Confermiamo la nostra visione positiva di lungo periodo e la presenza del petrolio/settore energetico nel Portafoglio ETF Raccomandato.

Brent. Si può sfruttare la debolezza per impostare acquisti in vista di una reazione. Incrementare alla prima chiusura sopra 62,50 usd. Target 70 usd. Applicare lo stop loss alla prima chiusura sotto 58 usd.

WTI. Si può sfruttare la debolezza per impostare acquisti. Incrementare alla prima chiusura sopra 55 usd. Target 65 usd.

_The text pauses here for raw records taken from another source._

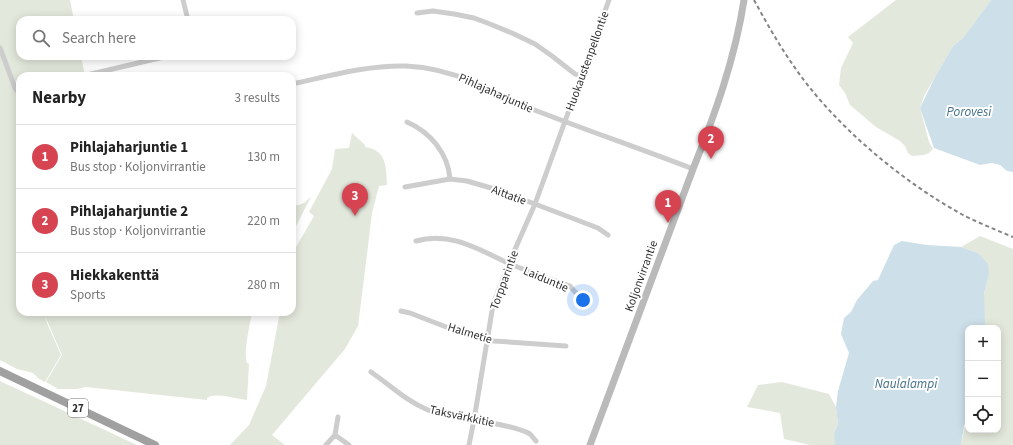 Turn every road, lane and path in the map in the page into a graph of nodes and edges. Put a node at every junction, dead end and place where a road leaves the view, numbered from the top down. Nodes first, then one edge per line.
1 (183, 0) edge
2 (609, 0) edge
3 (744, 0) edge
4 (417, 13) dead end
5 (187, 16) edge
6 (0, 48) edge
7 (151, 60) edge
8 (100, 72) edge
9 (581, 76) junction
10 (296, 83) edge
11 (16, 89) edge
12 (407, 122) dead end
13 (565, 122) junction
14 (693, 169) junction
15 (450, 179) junction
16 (405, 187) dead end
17 (535, 204) junction
18 (608, 235) dead end
19 (416, 241) dead end
20 (509, 263) junction
21 (584, 298) dead end
22 (401, 311) dead end
23 (487, 340) junction
24 (566, 346) dead end
25 (0, 371) edge
26 (371, 372) dead end
27 (338, 416) dead end
28 (474, 420) junction
29 (335, 435) junction
30 (536, 440) dead end
31 (155, 445) edge
32 (326, 445) edge
33 (349, 445) edge
34 (469, 445) edge
35 (590, 445) edge

1 - 5 street
2 - 9 street, Huokaustenpellontie
3 - 14 main road, Koljonvirrantie
4 - 9 street
6 - 11 street
7 - 8 street
9 - 13 street, Huokaustenpellontie
10 - 13 street, Pihlajaharjuntie
12 - 15 street
13 - 14 street, Pihlajaharjuntie
13 - 17 street, Torpparintie
14 - 35 main road, Koljonvirrantie
15 - 16 street, Aittatie
15 - 17 street, Aittatie
17 - 18 street, Aittatie
17 - 20 street, Torpparintie
19 - 20 street, Laiduntie
20 - 21 street, Laiduntie
20 - 23 street, Torpparintie
22 - 23 street, Halmetie
23 - 24 street, Halmetie
23 - 28 street, Torpparintie
25 - 31 highway, 27
26 - 28 street, Taksvärkkitie
27 - 29 street
28 - 30 street, Taksvärkkitie
28 - 34 street, Torpparintie
29 - 32 street
29 - 33 street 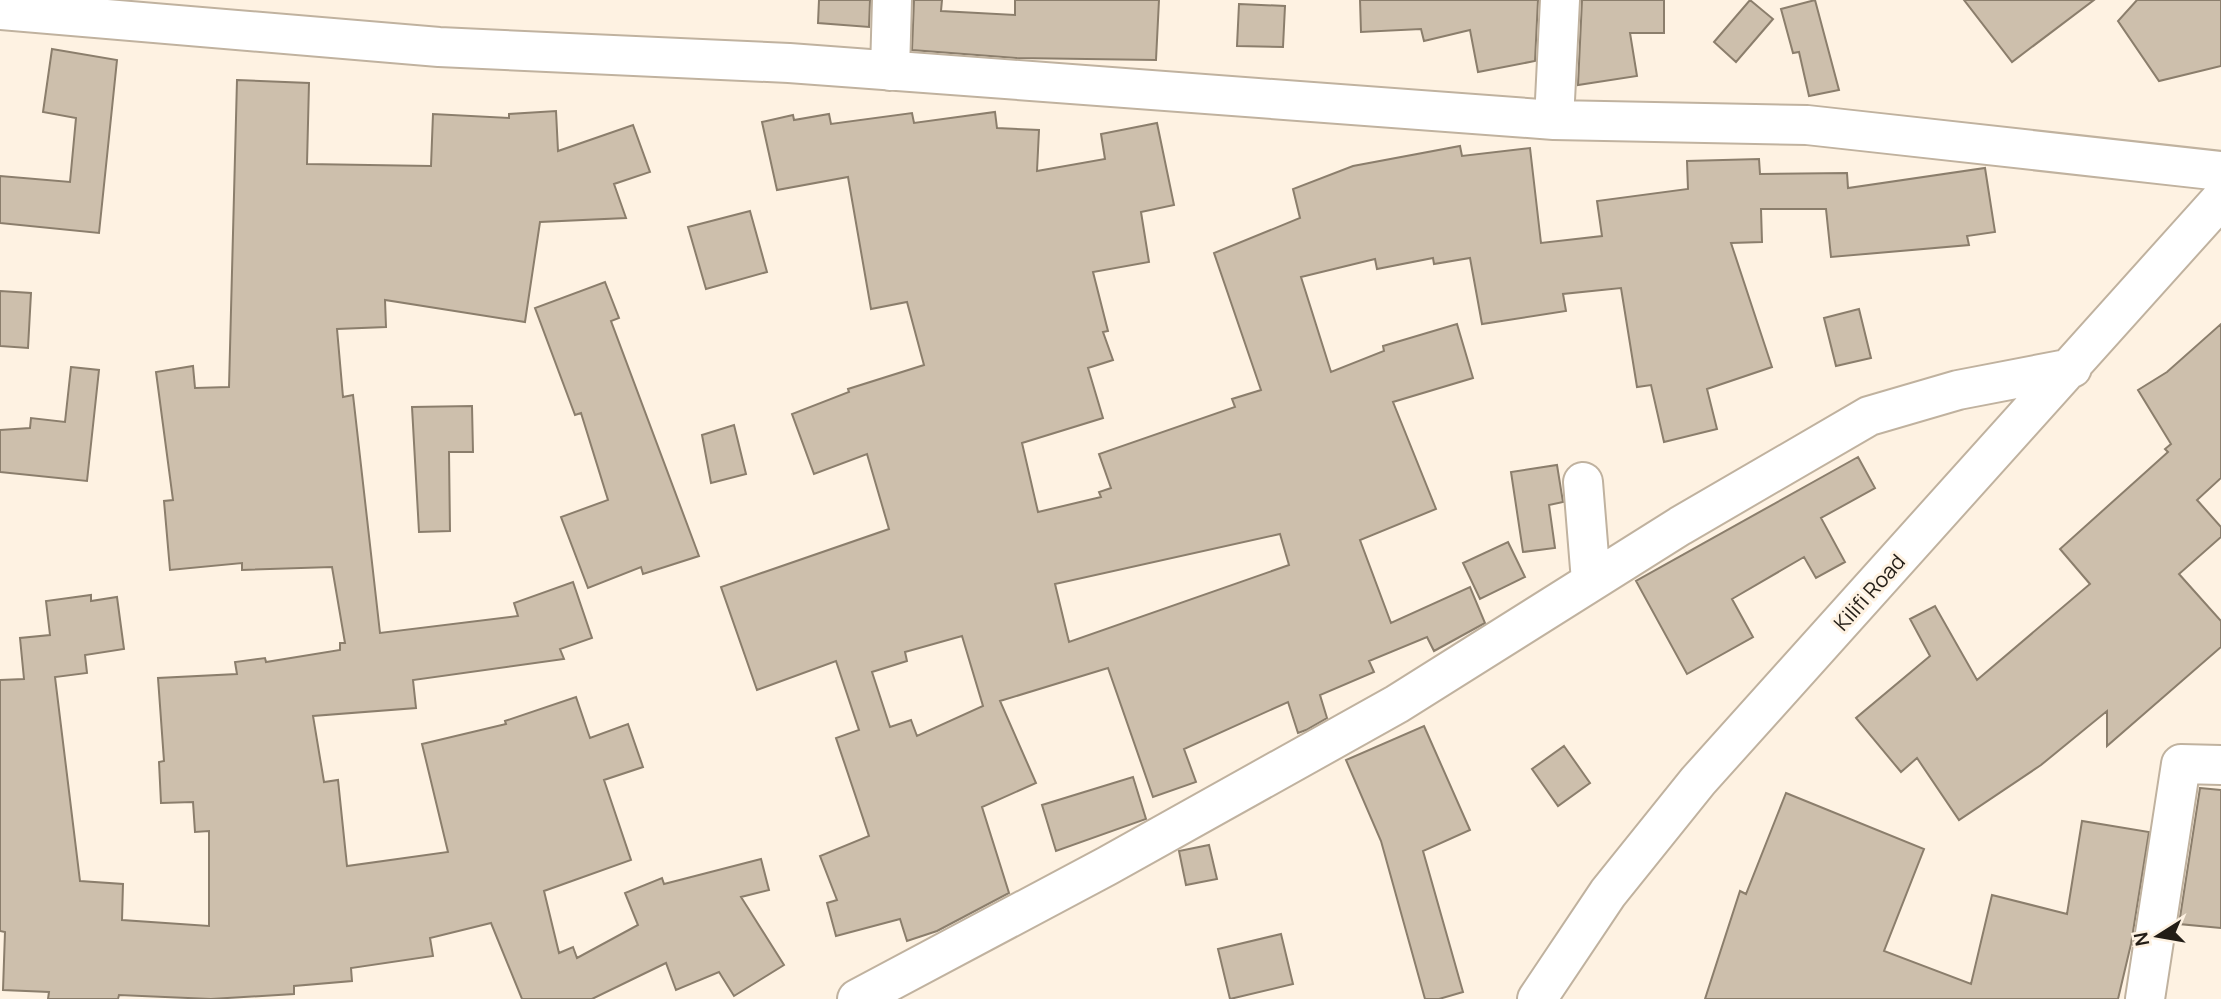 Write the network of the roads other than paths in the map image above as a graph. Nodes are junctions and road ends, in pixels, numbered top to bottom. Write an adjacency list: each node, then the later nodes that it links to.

Applicare lo stop loss alla prima chiusura sotto 50 usd.

Prodotti collegati.

Per replicare l’andamento del Brent senza leva, il seguente ETC consente l’investimento Total Return sul Brent con la replica dell’indice Dow Jones-UBS Brent Crude SubindexSM in aggiunta al rendimento del collaterale.

ETFS Brent Crude ETC (EUR)
Isin: JE00B78CGV99
[BRNT.MI]
Da inizio 2018: +3,6%

Per replicare l’andamento del Wti senza leva, il seguente ETC riproduce la performance Total Return sul WTI con la replica del Dow Jones-UBS WTI Crude Oil SubIndexSM in aggiunta al rendimento del collaterale.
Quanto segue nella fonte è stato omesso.